Genauere Diagnose dank neuer Methode

Mit den derzeitigen verfügbaren DNA-Transportvehikeln ist die Treffsicherheit bei der Entscheidung, ob es sich um eine gesunde oder eine Krebszelle handelt, noch nicht hoch genug. Der Grund dafür ist, dass bisher nicht genügend verschiedene Marker auf einmal eingesetzt werden können, weil nur eine begrenzte DNA-Menge übermittelt werden kann.

«Eine Kombination von vier bis sechs Markern wäre optimal», erklärt Benenson.

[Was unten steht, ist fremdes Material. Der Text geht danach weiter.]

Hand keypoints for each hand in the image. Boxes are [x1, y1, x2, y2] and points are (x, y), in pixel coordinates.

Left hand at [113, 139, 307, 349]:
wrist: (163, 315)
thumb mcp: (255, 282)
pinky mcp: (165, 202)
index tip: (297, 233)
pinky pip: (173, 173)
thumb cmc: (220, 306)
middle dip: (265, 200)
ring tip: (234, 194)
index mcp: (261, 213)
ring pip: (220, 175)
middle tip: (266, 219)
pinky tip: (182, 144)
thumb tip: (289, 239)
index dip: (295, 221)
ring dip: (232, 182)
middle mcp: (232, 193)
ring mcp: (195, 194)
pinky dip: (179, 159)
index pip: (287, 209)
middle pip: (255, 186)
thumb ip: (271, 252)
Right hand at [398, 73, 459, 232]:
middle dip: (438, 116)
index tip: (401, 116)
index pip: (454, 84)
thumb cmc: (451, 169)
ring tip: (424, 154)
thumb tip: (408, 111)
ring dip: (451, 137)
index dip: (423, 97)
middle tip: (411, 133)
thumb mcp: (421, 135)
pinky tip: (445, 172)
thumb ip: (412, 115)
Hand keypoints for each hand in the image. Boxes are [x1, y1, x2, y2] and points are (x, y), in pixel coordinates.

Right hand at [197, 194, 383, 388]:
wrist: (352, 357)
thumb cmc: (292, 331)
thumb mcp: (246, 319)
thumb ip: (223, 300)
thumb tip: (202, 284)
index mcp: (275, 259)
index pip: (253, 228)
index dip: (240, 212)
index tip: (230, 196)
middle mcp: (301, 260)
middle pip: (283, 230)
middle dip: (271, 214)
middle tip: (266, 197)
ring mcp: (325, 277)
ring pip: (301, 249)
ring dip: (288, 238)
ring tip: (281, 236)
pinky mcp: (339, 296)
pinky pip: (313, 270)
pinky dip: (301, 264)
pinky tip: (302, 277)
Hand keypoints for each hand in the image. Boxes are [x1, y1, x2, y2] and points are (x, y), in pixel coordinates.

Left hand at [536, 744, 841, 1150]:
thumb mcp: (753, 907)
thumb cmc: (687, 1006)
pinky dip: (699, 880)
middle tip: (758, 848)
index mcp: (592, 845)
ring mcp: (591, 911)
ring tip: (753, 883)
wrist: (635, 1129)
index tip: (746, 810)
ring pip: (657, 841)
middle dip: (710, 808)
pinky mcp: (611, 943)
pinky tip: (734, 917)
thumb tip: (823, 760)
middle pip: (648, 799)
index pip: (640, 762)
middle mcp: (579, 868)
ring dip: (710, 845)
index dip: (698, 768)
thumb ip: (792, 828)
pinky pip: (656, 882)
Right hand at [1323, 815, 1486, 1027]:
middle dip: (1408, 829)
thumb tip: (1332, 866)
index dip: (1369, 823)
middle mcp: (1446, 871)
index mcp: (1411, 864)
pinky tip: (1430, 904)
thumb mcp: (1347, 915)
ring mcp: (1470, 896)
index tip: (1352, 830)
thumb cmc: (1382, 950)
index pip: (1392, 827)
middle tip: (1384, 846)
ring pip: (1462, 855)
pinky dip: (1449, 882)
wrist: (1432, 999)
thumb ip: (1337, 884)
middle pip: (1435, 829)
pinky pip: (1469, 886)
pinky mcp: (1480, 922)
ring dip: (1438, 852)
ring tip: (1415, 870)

Doch um alle diese detektieren zu können, ist auch die entsprechende Anzahl Sensoren notwendig, welche die Marker erkennen. Mehr Sensoren – es handelt sich um Proteine, RNA- und DNA-Komponenten – heisst aber auch mehr DNA, die als deren Bauplan in die Zelle hinein muss.

Nun hoffen sie, das Programm mithilfe des neuen DNA-Komprimierungs und -Dekomprimierungsverfahrens um weitere Sensoren erweitern und so die Trefferquote erhöhen zu können.

Anleihen bei Informationstechnologie

Dass die genetischen Programme, die Benenson und Lapique entwickeln, logisch aufgebaut sind und ähnlich funktionieren wie Computerprogramme, ist kein Zufall. «Wir lassen uns oft von Computerwissenschaften und Informationstechnologie für unsere Forschung inspirieren», erklärt Benenson. Ihm macht es sichtlich Spass, «outside the box» zu denken. Im Fall der neuen DNA-Transportmethode könnte man also sagen: Zum Glück gibt es Grössenbeschränkungen bei E-Mail-Anhängen.